Technofatigue, innovation fatigue and change fatigue are as ubiquitous as the Delta variant in unvaccinated people.
It’s time for sickcare delivery organizations to demand a burnout impact statement from vendors as part of the vetting, piloting and implementation process. We should call a time out to deal with the systemic causes of sickcare professional burnout attributable to technology.
John Elkington coined the “Triple Bottom Line” of People, Planet and Profit (also known as the 3Ps, TBL or 3BL). Up to today it is still gaining popularity and it has become part of everyday business language. All reason to be satisfied, one would think. However, despite its increasing popularity, Elkington has “recalled” the 3BL in a short article in Harvard Business Review. The reason, so we can extract from his comments, is the rhetorical misuse of the framework as an accounting and reporting tool, while profit still remains center stage.

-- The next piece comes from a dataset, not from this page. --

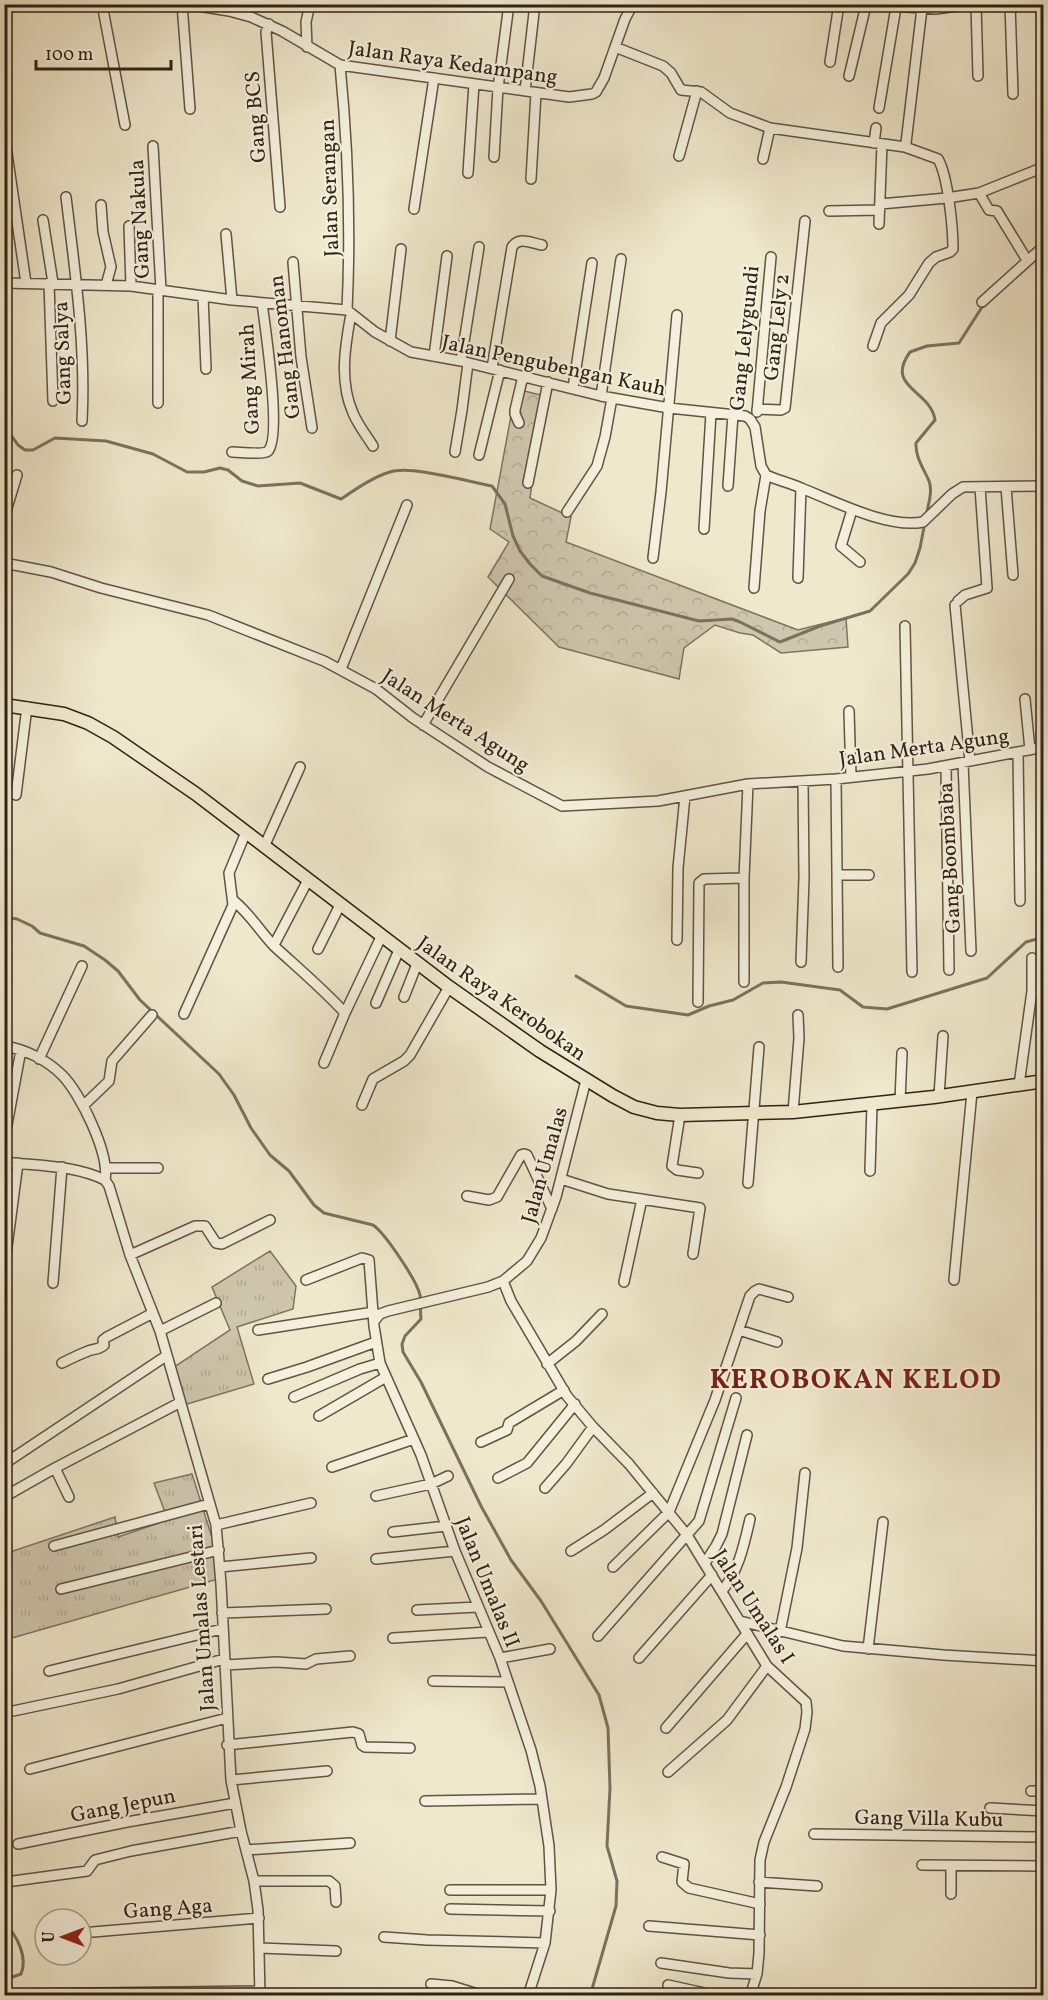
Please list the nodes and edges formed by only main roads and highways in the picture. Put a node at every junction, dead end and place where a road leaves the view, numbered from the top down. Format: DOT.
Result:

There are many tools to measure the specific impact on people, planet and profits of a specific intervention.
The environmental impact statement (EIS) is a government document that outlines the impact of a proposed project on its surrounding environment. In the United States, these statements are mandated by federal law for certain projects. Environmental impact statements are meant to inform the work and decisions of policymakers and community leaders.
The Economic Impact Analysis (EIA) tool shows how your community health project’s spending on staff, supplies, equipment, and other expenses benefits your community. The EIA Tool can be used by any community health organization wanting to understand how its activities affect the community.
The burnout impact statement (BIS) would likewise outline the impact of a proposed digital health project on sickcare stakeholders, particularly end user sickcare professionals.
Some useful parts of the BIS process would include:
- A national BIS database
- An evidence based registry of results
- Including the BIS as a KPI during pilots
- Mandatory input by end users during the evaluation and vetting stages by care innovation centers
- A standardized pre and post pilot/implementation measurement tool
- A BIS adverse events reporting system
- A BIS risk management evaluation and mitigation strategy
- A patient engagement and communications strategy to clarify expectations about when, how and who will respond to electronic requests for information
- Reimbursement and payment for electronic communications and a new revenue model for responding to them. You pay more for same day delivery from Amazon don’t you?
- Creating third parties as data and information delivery managers or a data concierge service
If you are not burned out, digital health will probably make you cooked but not fried. Sorry, but EMRs were only the start. The bad news of the BIS requirement, though, is we would have to hire even more MD/MBAs, who left practice because they were burned out by technology, to manage all of this.